* _Provided data_
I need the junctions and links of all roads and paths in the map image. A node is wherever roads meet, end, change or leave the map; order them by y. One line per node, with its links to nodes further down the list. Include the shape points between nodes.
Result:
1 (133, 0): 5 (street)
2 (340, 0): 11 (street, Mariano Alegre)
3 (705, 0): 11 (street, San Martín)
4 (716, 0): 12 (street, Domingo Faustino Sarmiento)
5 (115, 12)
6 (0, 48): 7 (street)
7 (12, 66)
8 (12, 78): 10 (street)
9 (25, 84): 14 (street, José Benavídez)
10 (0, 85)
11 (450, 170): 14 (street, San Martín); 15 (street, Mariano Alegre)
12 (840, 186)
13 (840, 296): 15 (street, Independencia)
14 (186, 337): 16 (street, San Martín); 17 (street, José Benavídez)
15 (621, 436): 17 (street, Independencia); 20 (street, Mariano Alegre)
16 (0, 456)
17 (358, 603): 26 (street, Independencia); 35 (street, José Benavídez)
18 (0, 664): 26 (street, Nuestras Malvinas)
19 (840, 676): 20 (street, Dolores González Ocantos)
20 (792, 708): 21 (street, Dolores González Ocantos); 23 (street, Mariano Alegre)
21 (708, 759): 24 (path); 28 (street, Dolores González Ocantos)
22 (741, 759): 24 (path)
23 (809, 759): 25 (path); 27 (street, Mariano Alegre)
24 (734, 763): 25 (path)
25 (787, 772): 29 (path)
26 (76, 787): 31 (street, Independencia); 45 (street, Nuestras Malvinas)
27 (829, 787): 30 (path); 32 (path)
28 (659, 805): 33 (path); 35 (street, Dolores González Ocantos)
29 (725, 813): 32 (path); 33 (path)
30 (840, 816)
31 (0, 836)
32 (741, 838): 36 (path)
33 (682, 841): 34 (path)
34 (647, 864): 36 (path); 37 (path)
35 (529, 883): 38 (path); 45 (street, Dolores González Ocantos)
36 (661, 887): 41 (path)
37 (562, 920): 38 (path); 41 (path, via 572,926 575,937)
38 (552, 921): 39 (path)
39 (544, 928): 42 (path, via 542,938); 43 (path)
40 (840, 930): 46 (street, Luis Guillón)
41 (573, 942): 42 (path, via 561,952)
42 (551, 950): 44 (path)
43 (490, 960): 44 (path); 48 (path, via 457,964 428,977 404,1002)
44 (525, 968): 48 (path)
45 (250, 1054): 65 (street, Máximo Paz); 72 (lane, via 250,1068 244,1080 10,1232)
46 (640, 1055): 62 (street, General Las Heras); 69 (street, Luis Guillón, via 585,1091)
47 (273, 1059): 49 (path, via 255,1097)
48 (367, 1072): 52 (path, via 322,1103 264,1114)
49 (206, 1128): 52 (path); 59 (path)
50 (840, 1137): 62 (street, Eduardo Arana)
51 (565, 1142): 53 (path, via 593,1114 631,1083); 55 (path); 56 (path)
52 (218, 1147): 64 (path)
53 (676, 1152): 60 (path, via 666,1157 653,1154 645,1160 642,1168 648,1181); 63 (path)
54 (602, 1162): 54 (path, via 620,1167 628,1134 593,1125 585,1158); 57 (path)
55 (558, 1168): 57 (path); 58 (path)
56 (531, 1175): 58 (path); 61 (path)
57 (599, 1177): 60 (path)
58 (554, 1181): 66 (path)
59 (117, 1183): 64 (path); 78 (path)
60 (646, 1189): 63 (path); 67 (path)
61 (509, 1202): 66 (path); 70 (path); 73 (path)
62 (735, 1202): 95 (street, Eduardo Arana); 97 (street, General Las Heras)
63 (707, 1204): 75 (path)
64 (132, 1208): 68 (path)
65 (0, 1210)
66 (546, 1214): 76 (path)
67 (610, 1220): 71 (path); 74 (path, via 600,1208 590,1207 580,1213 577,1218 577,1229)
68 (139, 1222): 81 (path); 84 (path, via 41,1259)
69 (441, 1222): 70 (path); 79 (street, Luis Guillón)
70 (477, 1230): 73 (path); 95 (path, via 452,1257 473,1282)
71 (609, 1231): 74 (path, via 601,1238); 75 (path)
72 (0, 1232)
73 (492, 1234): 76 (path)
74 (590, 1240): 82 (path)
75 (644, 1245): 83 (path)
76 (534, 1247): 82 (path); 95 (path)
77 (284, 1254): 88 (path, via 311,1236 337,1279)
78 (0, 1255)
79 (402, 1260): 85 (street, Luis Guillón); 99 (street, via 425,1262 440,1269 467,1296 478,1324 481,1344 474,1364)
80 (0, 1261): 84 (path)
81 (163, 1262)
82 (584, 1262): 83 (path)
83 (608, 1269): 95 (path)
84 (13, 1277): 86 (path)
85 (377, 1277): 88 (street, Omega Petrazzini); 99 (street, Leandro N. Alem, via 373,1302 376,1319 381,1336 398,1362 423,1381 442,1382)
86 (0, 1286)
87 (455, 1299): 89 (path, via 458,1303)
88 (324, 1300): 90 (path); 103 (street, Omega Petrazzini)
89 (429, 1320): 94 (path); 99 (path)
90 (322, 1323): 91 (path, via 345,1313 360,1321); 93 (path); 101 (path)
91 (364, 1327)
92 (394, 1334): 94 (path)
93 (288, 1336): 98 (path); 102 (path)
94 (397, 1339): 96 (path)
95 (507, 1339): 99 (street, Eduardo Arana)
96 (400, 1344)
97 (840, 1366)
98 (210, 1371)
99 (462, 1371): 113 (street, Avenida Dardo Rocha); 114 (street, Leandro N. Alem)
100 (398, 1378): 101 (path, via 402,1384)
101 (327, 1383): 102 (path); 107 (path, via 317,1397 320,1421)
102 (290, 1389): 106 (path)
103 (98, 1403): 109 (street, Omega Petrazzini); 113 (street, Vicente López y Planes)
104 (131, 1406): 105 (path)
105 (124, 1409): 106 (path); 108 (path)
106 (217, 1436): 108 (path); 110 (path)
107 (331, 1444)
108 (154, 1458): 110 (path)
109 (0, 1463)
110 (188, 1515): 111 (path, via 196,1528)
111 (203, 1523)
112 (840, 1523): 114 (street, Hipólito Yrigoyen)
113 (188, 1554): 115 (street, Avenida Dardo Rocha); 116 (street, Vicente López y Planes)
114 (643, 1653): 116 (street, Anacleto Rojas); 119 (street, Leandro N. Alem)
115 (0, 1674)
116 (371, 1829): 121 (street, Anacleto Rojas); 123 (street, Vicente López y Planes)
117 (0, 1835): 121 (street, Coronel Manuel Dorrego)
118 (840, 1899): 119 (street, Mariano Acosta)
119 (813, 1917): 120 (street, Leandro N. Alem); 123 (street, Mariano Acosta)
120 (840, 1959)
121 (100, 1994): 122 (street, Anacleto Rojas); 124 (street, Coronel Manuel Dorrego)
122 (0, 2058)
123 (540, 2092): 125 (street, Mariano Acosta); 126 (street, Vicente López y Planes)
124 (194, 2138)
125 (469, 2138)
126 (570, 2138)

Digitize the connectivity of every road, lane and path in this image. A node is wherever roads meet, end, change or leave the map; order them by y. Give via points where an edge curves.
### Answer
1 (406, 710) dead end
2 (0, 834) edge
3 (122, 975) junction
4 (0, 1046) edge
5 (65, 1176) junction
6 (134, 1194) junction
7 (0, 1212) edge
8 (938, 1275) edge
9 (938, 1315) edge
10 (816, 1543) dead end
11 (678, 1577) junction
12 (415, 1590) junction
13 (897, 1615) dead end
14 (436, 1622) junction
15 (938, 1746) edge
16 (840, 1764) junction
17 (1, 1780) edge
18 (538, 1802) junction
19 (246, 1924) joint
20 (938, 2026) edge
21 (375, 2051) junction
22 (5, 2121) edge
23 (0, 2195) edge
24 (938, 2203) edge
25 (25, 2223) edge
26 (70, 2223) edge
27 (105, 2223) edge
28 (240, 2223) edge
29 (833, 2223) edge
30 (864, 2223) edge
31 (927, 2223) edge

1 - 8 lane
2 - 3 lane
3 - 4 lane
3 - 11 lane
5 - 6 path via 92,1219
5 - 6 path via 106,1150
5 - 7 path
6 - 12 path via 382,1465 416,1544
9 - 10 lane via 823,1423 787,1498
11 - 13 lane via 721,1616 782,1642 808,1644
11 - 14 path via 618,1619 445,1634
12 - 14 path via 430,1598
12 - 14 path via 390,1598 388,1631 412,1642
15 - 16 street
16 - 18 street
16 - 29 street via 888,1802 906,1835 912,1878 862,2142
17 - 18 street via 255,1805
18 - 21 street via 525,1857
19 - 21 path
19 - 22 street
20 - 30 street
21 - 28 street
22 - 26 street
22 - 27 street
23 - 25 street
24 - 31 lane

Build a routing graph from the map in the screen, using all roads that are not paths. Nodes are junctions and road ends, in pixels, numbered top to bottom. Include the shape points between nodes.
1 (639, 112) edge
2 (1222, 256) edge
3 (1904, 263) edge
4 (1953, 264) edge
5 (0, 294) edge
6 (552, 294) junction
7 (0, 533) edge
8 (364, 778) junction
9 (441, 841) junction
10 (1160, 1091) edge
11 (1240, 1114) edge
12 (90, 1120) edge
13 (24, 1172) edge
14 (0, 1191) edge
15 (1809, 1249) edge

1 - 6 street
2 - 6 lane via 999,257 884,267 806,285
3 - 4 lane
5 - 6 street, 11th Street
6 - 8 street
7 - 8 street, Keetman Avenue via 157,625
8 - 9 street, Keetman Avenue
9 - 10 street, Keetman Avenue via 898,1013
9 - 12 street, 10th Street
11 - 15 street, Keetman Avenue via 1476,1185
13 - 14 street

* _Work item_
Review the entries above and return every line where "Ocantos" appears.

* _Written response_
19 (840, 676): 20 (street, Dolores González Ocantos)
20 (792, 708): 21 (street, Dolores González Ocantos); 23 (street, Mariano Alegre)
21 (708, 759): 24 (path); 28 (street, Dolores González Ocantos)
28 (659, 805): 33 (path); 35 (street, Dolores González Ocantos)
35 (529, 883): 38 (path); 45 (street, Dolores González Ocantos)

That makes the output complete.